Gaussian Decay Centrality: A quantum-inspired method for identifying important nodes in complex networks

Abstract

In complex networks, critical nodes play a pivotal role in facilitating information propagation. Traditional methods for characterizing node importance often suffer from distortions in capturing dynamic attributes. To address this, inspired by the Gaussian wave packet probability density framework, we developed a novel method to evaluate node importance. This method establishes a Gaussian decay mechanism based on wave packet dynamics, which quantitatively models the exponential decay relationship between node importance and the square of topological distance. Additionally, it incorporates a path weight operator derived from the geometric mean of node degrees to capture the conduction enhancement effect between hub nodes.

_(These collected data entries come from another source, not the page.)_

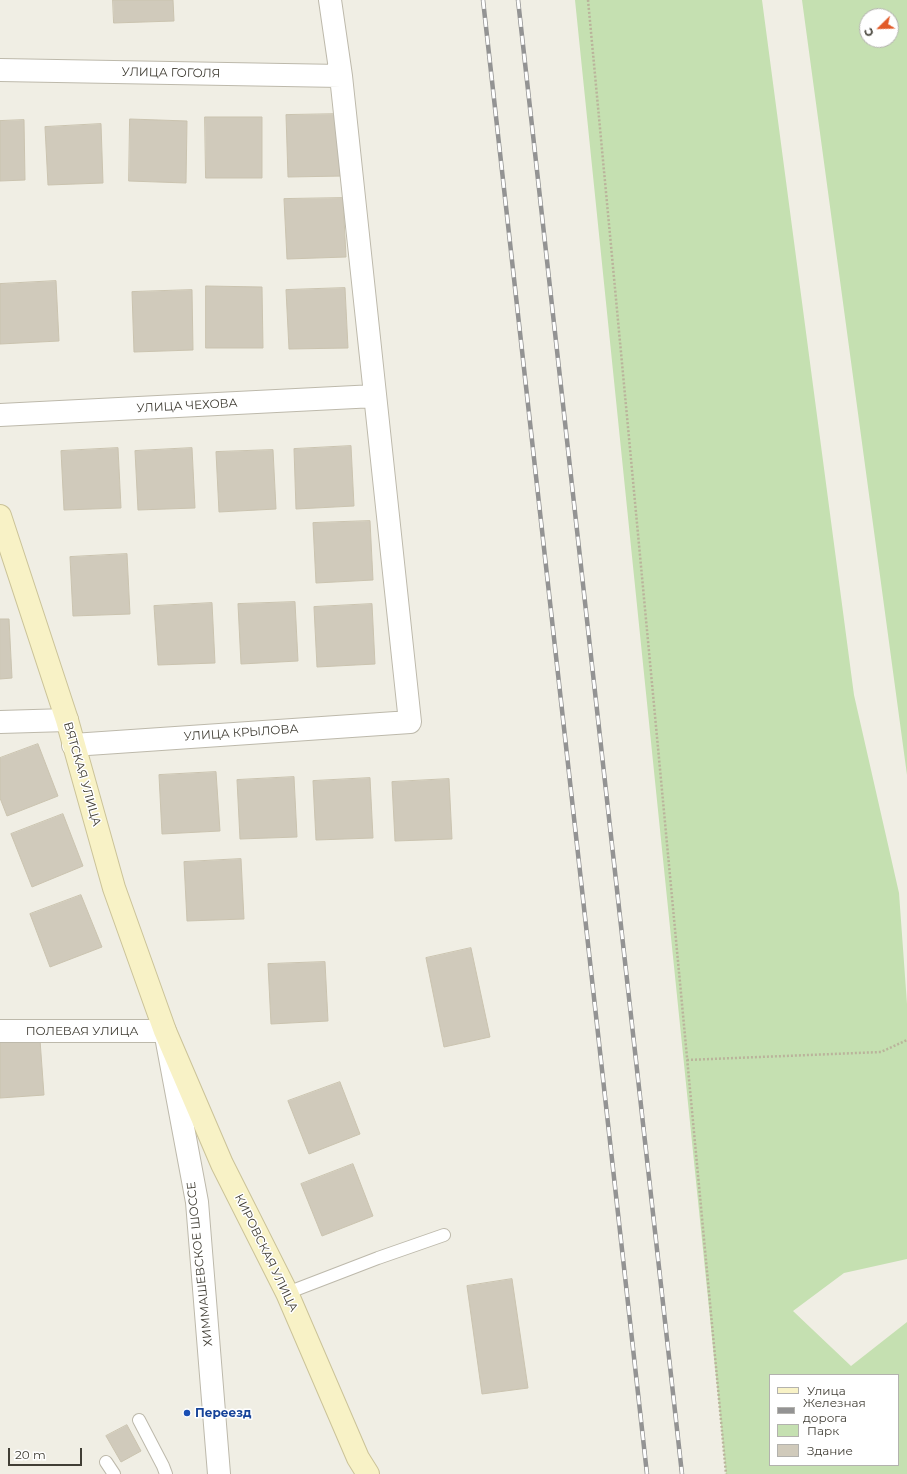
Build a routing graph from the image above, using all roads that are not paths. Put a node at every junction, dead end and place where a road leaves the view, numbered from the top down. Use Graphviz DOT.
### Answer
graph roads {
  1 [pos="330,0"];
  2 [pos="0,70"];
  3 [pos="341,76"];
  4 [pos="375,396"];
  5 [pos="0,415"];
  6 [pos="0,516"];
  7 [pos="67,720"];
  8 [pos="0,722"];
  9 [pos="73,745"];
  10 [pos="0,1031"];
  11 [pos="164,1031"];
  12 [pos="444,1235"];
  13 [pos="287,1293"];
  14 [pos="139,1420"];
  15 [pos="106,1462"];
  16 [pos="114,1474"];
  17 [pos="166,1474"];
  18 [pos="219,1474"];
  19 [pos="368,1474"];
  1 -- 3 [label="street"];
  2 -- 3 [label="street, УЛИЦА ГОГОЛЯ"];
  3 -- 4 [label="street"];
  4 -- 5 [label="street, УЛИЦА ЧЕХОВА"];
  4 -- 9 [label="street, УЛИЦА КРЫЛОВА"];
  6 -- 7 [label="main road, ВЯТСКАЯ УЛИЦА"];
  7 -- 8 [label="street"];
  7 -- 9 [label="main road, ВЯТСКАЯ УЛИЦА"];
  9 -- 11 [label="main road, ВЯТСКАЯ УЛИЦА"];
  10 -- 11 [label="street, ПОЛЕВАЯ УЛИЦА"];
  11 -- 13 [label="main road, КИРОВСКАЯ УЛИЦА"];
  11 -- 18 [label="street, ХИММАШЕВСКОЕ ШОССЕ"];
  12 -- 13 [label="lane"];
  13 -- 19 [label="main road, КИРОВСКАЯ УЛИЦА"];
  14 -- 17 [label="lane"];
  15 -- 16 [label="lane"];
}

Furthermore, it introduces an initial influence distribution driven by eigenvector centrality to characterize the intrinsic propagation potential of nodes. Experiments were conducted on 8 real-world networks and 45 synthetic networks. Using the true rankings obtained from the SIR model, we calculated the Kendall’s correlation coefficient $\tau$ between the rankings generated by different methods and the true rankings. The proposed method achieved the best results on multiple networks, and the $\tau$ values of it steadily improved as the infection rate in the SIR model increased. Furthermore, experiments confirmed that the seed nodes selected by our method achieved wider propagation coverage in real-world social networks, highlighting its practical value in real-world information dissemination scenarios. In addition, comprehensive analysis using MI and RDF experiments further validated that the proposed method exhibits optimal monotonicity in its ranking results. Comprehensive analysis using MI and RDF experiments confirmed that the proposed method achieves optimal monotonicity in ranking results.